____ MATERIAL PROVIDED

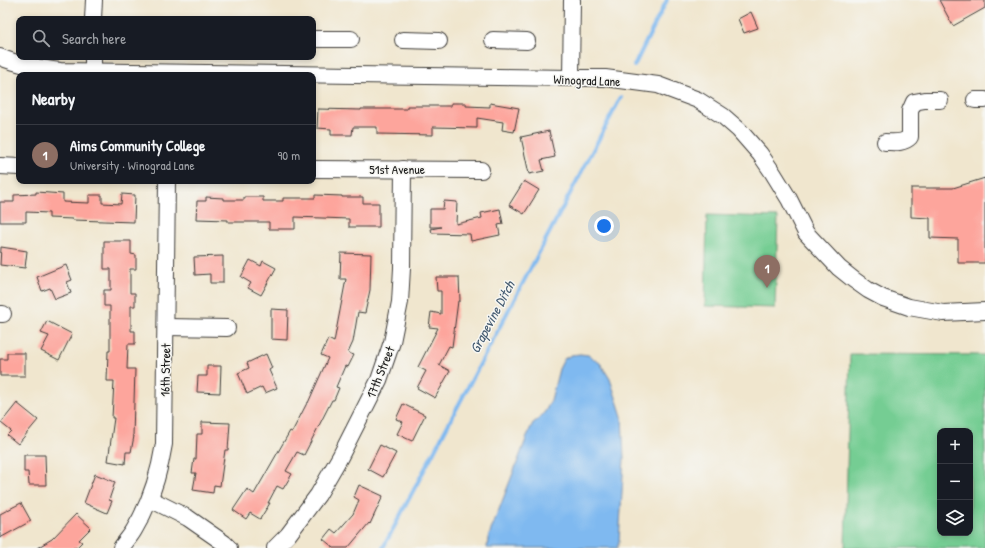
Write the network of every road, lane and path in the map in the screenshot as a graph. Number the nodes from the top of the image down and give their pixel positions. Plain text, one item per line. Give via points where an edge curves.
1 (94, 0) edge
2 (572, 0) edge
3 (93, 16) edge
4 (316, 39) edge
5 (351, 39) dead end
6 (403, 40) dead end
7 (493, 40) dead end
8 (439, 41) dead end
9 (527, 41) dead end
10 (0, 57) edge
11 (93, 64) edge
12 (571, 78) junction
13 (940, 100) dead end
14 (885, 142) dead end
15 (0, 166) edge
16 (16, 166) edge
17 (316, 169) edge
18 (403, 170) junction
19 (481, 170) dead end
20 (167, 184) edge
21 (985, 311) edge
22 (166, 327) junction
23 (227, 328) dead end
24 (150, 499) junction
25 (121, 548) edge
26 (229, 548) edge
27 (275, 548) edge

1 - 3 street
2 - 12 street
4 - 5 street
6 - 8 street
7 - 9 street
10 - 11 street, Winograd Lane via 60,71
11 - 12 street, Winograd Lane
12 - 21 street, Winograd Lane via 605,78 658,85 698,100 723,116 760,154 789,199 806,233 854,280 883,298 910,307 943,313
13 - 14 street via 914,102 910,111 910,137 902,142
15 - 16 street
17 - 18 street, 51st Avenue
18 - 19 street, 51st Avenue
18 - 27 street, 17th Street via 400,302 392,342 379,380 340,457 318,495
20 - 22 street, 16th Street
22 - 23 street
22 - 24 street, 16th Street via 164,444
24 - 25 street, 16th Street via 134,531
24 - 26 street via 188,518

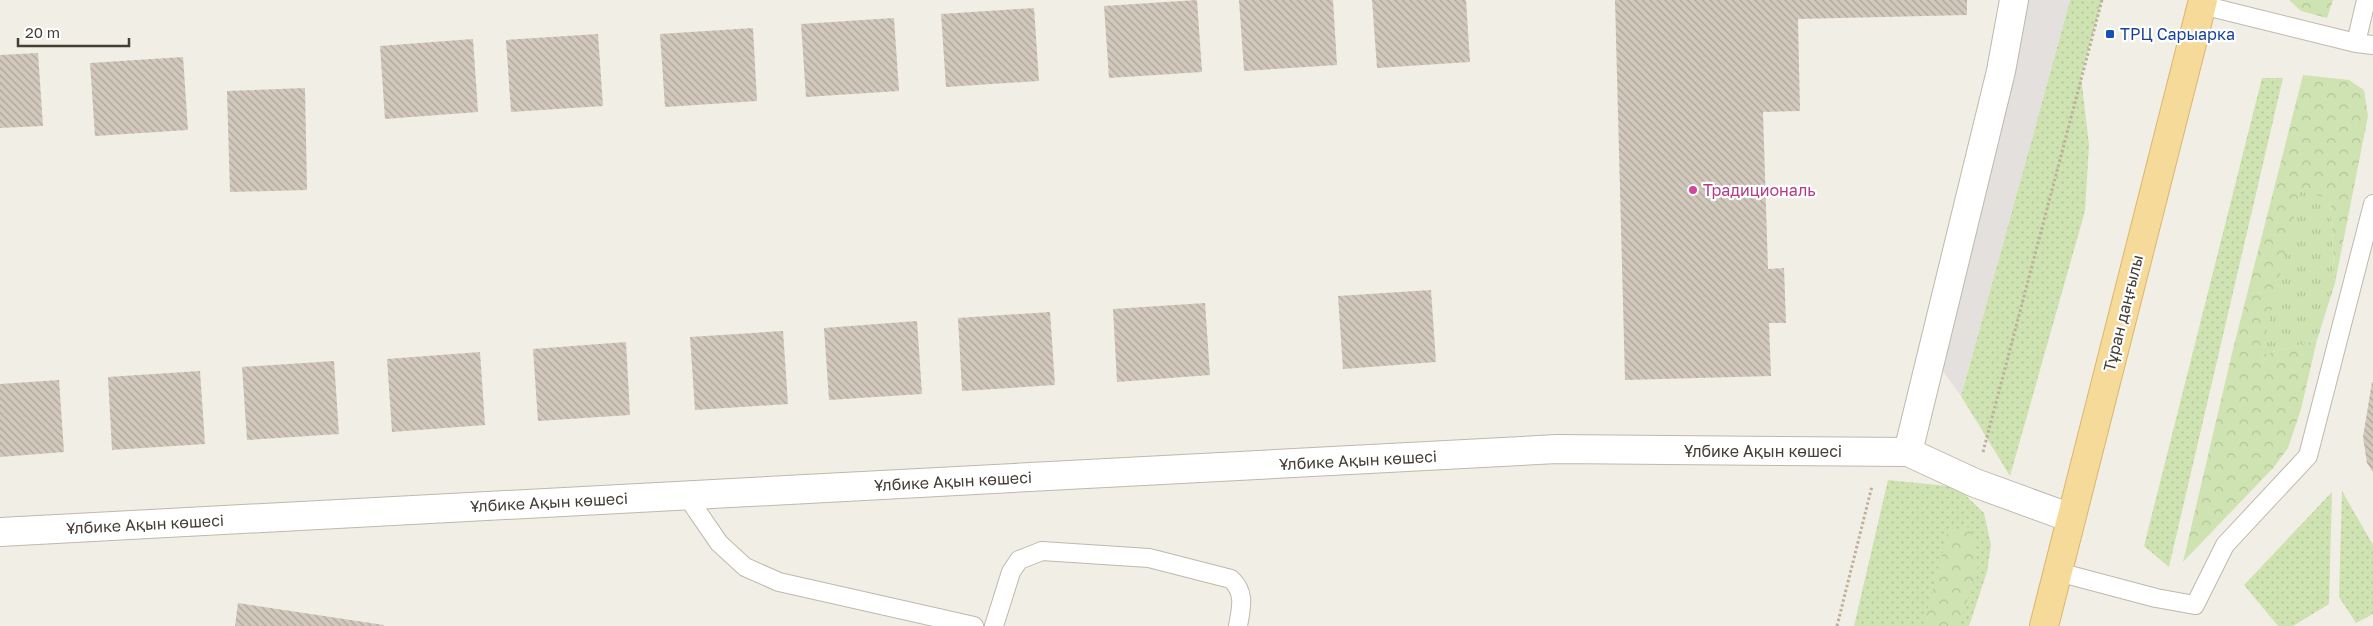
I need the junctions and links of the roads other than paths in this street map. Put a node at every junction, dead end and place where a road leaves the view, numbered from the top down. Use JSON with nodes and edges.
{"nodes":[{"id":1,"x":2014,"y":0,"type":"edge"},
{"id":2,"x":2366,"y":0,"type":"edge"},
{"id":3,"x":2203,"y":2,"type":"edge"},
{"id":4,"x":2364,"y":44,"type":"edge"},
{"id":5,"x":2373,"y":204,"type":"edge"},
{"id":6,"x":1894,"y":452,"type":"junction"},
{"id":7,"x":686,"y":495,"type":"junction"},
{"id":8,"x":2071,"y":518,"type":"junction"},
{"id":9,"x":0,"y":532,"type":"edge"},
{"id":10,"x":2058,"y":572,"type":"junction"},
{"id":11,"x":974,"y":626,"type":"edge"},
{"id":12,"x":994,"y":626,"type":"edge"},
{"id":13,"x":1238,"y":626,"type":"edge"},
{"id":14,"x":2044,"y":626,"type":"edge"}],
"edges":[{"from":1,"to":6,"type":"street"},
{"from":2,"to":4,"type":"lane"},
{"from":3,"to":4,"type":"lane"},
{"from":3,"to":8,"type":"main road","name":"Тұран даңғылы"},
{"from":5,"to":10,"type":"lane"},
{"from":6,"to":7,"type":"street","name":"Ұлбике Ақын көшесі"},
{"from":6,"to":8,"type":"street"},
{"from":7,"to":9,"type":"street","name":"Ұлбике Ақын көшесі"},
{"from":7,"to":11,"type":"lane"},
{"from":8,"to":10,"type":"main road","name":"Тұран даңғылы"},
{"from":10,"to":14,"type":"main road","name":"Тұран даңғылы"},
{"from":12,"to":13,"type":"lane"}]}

________

## REQUIREMENT
Which lines of the records above hold the word "junction"? Copy each of them.

## YOUR SOLUTION
12 (571, 78) junction
18 (403, 170) junction
22 (166, 327) junction
24 (150, 499) junction
I need the junctions and links of the roads other than paths in this street map. Put a node at every junction, dead end and place where a road leaves the view, numbered from the top down. Use JSON with nodes and edges.
{"id":6,"x":1894,"y":452,"type":"junction"},
{"id":7,"x":686,"y":495,"type":"junction"},
{"id":8,"x":2071,"y":518,"type":"junction"},
{"id":10,"x":2058,"y":572,"type":"junction"},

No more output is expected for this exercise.